··· Data supplied ···

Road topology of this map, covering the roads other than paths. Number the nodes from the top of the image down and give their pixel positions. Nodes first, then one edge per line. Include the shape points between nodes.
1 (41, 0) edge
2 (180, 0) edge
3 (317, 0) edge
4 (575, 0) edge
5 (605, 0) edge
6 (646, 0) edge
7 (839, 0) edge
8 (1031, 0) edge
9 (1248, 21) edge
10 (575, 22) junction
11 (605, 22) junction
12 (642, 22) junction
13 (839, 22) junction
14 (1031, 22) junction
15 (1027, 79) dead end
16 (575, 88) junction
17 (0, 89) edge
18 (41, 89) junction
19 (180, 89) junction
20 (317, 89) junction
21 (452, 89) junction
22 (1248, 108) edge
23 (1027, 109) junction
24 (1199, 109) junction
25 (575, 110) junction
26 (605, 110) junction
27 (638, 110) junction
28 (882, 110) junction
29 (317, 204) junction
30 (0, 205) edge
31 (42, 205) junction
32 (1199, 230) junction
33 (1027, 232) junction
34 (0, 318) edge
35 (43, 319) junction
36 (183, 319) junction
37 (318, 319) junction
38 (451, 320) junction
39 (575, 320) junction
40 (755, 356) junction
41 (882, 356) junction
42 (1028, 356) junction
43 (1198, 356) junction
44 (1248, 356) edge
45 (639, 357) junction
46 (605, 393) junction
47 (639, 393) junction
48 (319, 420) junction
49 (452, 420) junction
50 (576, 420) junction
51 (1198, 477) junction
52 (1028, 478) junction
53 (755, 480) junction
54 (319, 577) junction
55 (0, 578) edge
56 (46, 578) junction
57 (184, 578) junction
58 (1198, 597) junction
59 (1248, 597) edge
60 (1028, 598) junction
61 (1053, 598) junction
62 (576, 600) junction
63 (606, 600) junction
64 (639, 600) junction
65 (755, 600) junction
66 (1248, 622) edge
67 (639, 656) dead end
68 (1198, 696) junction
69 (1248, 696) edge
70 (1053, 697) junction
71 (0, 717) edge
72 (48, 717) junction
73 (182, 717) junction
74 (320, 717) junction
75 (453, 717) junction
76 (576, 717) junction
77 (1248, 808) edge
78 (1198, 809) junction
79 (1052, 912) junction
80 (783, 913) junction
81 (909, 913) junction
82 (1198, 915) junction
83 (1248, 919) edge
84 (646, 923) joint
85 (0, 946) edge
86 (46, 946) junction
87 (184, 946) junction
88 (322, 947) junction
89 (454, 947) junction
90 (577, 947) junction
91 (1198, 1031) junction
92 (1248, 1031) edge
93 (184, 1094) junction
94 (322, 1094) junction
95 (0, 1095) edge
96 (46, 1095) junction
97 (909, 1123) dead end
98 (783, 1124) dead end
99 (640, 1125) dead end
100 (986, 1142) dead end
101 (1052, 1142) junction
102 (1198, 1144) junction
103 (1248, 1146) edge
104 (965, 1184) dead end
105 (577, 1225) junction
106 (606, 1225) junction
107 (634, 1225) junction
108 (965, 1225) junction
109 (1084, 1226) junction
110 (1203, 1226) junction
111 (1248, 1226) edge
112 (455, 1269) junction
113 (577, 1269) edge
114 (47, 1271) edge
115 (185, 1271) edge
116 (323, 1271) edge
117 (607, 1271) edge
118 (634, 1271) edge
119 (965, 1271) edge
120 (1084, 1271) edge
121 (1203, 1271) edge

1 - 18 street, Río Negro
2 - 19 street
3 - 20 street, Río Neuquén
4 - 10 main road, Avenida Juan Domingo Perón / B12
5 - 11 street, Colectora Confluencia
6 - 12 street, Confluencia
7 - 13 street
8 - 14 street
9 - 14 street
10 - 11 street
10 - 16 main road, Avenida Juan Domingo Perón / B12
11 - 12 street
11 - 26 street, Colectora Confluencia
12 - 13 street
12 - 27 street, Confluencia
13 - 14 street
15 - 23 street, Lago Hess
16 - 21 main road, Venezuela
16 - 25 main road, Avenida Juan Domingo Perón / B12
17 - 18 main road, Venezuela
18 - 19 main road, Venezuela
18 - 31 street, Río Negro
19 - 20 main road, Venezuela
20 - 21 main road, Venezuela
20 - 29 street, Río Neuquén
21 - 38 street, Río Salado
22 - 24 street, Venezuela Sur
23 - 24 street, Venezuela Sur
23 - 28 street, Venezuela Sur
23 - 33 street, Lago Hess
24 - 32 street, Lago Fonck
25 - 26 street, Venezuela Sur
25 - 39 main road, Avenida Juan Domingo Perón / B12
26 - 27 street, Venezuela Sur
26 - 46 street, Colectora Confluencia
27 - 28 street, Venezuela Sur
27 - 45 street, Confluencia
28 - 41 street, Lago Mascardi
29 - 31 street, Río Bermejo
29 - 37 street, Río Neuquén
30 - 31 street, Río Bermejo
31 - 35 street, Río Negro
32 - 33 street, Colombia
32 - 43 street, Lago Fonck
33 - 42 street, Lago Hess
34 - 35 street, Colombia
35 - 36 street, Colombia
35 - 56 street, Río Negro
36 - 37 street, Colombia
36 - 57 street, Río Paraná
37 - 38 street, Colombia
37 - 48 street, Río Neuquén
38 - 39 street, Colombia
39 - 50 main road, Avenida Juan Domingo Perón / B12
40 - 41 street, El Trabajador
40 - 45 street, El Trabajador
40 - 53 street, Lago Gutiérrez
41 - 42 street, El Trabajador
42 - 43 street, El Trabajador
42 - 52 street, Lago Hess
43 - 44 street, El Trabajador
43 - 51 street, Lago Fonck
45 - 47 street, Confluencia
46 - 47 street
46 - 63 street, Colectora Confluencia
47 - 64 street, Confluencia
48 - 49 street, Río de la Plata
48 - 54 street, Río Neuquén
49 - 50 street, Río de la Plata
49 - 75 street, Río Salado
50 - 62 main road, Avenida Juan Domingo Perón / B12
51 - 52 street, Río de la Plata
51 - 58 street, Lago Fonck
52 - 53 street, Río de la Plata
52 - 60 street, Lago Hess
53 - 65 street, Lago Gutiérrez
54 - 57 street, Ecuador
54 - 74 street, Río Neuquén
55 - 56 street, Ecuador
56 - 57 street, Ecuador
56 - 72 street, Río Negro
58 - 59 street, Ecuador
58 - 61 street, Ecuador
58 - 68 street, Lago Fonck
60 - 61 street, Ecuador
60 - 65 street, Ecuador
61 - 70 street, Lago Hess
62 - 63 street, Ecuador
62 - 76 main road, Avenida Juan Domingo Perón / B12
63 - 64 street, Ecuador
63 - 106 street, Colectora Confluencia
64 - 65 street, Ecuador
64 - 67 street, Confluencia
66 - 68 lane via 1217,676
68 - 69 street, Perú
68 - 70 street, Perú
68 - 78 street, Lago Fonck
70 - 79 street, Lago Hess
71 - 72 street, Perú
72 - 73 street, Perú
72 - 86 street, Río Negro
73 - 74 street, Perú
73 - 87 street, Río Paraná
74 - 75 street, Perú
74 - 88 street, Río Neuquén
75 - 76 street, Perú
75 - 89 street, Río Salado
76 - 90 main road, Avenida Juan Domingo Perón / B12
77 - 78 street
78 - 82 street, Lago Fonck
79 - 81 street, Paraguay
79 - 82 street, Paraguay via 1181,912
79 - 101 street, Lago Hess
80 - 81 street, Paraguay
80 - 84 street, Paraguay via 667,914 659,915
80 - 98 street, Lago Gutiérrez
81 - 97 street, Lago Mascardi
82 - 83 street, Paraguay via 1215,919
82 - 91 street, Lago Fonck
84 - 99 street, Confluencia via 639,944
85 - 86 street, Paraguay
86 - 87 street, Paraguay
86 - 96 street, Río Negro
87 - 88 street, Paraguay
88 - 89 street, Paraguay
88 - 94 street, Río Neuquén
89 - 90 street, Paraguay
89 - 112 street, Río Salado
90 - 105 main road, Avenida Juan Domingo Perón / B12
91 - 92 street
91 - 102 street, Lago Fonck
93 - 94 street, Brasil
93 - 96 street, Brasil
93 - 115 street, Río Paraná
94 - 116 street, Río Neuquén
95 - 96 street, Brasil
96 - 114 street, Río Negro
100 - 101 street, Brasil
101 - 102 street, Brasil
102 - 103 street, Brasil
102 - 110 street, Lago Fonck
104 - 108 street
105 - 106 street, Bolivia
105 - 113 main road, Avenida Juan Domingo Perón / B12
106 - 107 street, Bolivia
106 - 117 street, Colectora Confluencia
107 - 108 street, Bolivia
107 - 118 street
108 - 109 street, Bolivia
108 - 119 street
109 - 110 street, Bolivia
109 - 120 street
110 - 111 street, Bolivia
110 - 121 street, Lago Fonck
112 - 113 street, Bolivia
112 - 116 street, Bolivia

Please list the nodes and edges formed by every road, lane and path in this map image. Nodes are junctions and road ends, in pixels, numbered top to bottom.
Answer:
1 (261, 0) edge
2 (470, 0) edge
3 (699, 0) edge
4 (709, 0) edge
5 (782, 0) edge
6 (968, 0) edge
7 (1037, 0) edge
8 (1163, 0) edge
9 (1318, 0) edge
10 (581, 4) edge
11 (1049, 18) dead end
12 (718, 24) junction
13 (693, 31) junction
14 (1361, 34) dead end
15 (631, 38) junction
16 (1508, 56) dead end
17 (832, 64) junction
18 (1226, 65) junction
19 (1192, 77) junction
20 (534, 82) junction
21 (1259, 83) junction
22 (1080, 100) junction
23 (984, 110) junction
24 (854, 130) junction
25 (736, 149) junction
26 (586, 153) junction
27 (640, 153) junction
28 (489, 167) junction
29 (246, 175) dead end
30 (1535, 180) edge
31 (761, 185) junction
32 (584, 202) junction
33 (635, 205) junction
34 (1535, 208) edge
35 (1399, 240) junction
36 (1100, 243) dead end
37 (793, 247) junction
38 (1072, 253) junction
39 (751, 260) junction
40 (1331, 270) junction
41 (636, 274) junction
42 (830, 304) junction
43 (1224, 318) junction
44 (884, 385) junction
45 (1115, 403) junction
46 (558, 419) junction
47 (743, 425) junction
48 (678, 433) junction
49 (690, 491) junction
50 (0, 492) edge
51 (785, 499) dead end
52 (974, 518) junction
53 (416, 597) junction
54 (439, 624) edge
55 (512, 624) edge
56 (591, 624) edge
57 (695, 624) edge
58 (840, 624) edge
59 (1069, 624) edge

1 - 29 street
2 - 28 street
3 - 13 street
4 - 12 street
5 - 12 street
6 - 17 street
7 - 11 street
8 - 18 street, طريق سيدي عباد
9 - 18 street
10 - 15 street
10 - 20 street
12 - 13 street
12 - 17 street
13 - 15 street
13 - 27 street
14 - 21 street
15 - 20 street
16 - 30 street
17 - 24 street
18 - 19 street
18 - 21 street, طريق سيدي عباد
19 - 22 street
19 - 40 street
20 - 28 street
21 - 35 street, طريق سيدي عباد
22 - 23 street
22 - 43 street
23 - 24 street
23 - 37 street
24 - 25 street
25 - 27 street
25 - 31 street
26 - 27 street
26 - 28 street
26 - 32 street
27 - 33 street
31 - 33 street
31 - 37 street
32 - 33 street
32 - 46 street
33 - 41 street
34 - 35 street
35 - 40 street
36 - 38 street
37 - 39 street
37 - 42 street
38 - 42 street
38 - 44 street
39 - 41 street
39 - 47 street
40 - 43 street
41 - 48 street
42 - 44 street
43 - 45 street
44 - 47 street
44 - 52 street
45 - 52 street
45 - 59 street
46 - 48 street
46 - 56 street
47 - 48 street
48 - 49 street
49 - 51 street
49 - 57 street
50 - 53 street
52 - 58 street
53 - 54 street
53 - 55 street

···

**Problem**
When a line of the records has the word "Brasil", pick it out and copy it.

**Reply**
93 - 94 street, Brasil
93 - 96 street, Brasil
95 - 96 street, Brasil
100 - 101 street, Brasil
101 - 102 street, Brasil
102 - 103 street, Brasil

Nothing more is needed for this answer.